Three ways to add a line to a Q-Q plot

10

A quantile-quantile plot (Q-Q plot) is a graphical tool that compares a data distribution and a specified probability distribution. If the points in a Q-Q plot appear to fall on a straight line, that is evidence that the data can be approximately modeled by the target distribution. Although it is not necessary, some data analysts like to overlay a reference line to help "guide their eyes" as to whether the values in the plot fall on a straight line. This article describes three ways to overlay a reference line on a Q-Q plot. The first two lines are useful during the exploratory phase of data analysis; the third line visually represents the estimates of the location and scale parameters in the fitted model distribution. The three lines are:

  • A line that connect the 25th and 75th percentiles of the data and reference distributions
  • A least squares regression line
  • A line whose intercept and slope are determined by maximum likelihood estimates of the location and scale parameters of the target distribution.

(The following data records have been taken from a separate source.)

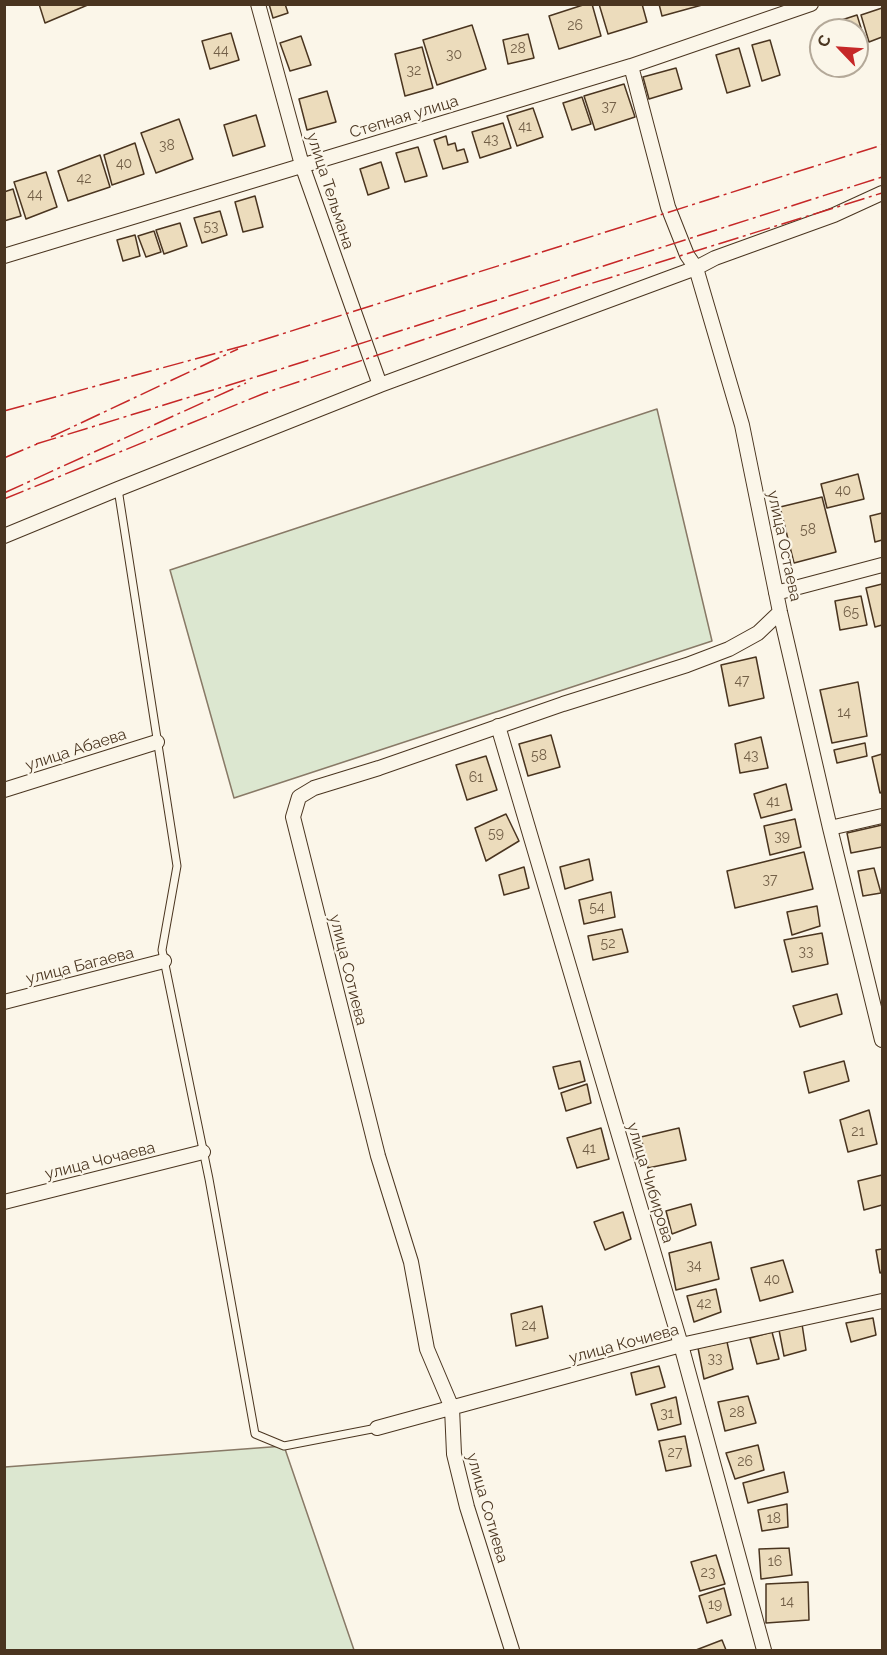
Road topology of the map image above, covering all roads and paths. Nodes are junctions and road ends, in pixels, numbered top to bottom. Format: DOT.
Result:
graph roads {
  1 [pos="258,4"];
  2 [pos="811,4"];
  3 [pos="631,66"];
  4 [pos="302,165"];
  5 [pos="882,193"];
  6 [pos="4,256"];
  7 [pos="696,268"];
  8 [pos="380,385"];
  9 [pos="118,489"];
  10 [pos="4,536"];
  11 [pos="882,565"];
  12 [pos="776,593"];
  13 [pos="780,612"];
  14 [pos="498,726"];
  15 [pos="157,742"];
  16 [pos="4,790"];
  17 [pos="882,816"];
  18 [pos="830,828"];
  19 [pos="164,962"];
  20 [pos="4,1002"];
  21 [pos="882,1040"];
  22 [pos="203,1152"];
  23 [pos="4,1202"];
  24 [pos="882,1301"];
  25 [pos="681,1345"];
  26 [pos="452,1408"];
  27 [pos="377,1428"];
  28 [pos="512,1650"];
  29 [pos="764,1650"];
  1 -- 4 [label="street, улица Тельмана"];
  2 -- 3 [label="street, Степная улица"];
  3 -- 4 [label="street, Степная улица"];
  3 -- 7 [label="street, улица Остаева"];
  4 -- 6 [label="street, Степная улица"];
  4 -- 8 [label="street, улица Тельмана"];
  5 -- 7 [label="street"];
  7 -- 8 [label="street"];
  7 -- 12 [label="street, улица Остаева"];
  8 -- 9 [label="street"];
  9 -- 10 [label="street"];
  9 -- 15 [label="lane"];
  11 -- 12 [label="street"];
  12 -- 13 [label="street, улица Остаева"];
  13 -- 14 [label="street, улица Сотиева"];
  13 -- 18 [label="street, улица Остаева"];
  14 -- 25 [label="street, улица Чибирова"];
  14 -- 26 [label="street, улица Сотиева"];
  15 -- 16 [label="street, улица Абаева"];
  15 -- 19 [label="lane"];
  17 -- 18 [label="street"];
  18 -- 21 [label="street, улица Остаева"];
  19 -- 20 [label="street, улица Багаева"];
  19 -- 22 [label="lane"];
  22 -- 23 [label="street, улица Чочаева"];
  22 -- 27 [label="lane"];
  24 -- 25 [label="street, улица Кочиева"];
  25 -- 26 [label="street, улица Кочиева"];
  25 -- 29 [label="street, улица Чибирова"];
  26 -- 27 [label="street, улица Кочиева"];
  26 -- 28 [label="street, улица Сотиева"];
}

If you need to review Q-Q plots, see my previous article that describes what a Q-Q plot is, how to construct a Q-Q plot in SAS, and how to interpret a Q-Q plot.

Create a basic Q-Q plot in SAS

Let me be clear: It is not necessary to overlay a line on a Q-Q plot. You can display only the points on a Q-Q plot and, in fact, that is the default behavior in SAS when you create a Q-Q plot by using the QQPLOT statement in PROC UNIVARIATE.

The following DATA step generates 97 random values from an exponential distribution with shape parameter σ = 2 and three artificial "outliers." The call to PROC UNIVARIATE creates a Q-Q plot, which is shown:

data Q(keep=y);
call streaminit(321);
do i = 1 to 97;
   y = round( rand("Expon", 2), 0.001);  /* Y ~ Exp(2), rounded to nearest 0.001 */
   output;
end;
do y = 10,11,15; output; end;   /* add outliers */
run;
 
proc univariate data=Q;
   qqplot y / exp grid;         /* plot data quantiles against Exp(1) */
   ods select QQPlot;
   ods output QQPlot=QQPlot;    /* for later use: save quantiles to a data set */
run;
Q-Q plot in SAS without a reference line

The vertical axis of the Q-Q plot displays the sorted values of the data; the horizontal axis displays evenly spaced quantiles of the standardized target distribution, which in this case is the exponential distribution with scale parameter σ = 1. Most of the points appear to fall on a straight line, which indicates that these (simulated) data might be reasonably modeled by using an exponential distribution. The slope of the line appears to be approximately 2, which is a crude estimate of the scale parameter (σ). The Y-intercept of the line appears to be approximately 0, which is a crude estimate of the location parameter (the threshold parameter, θ).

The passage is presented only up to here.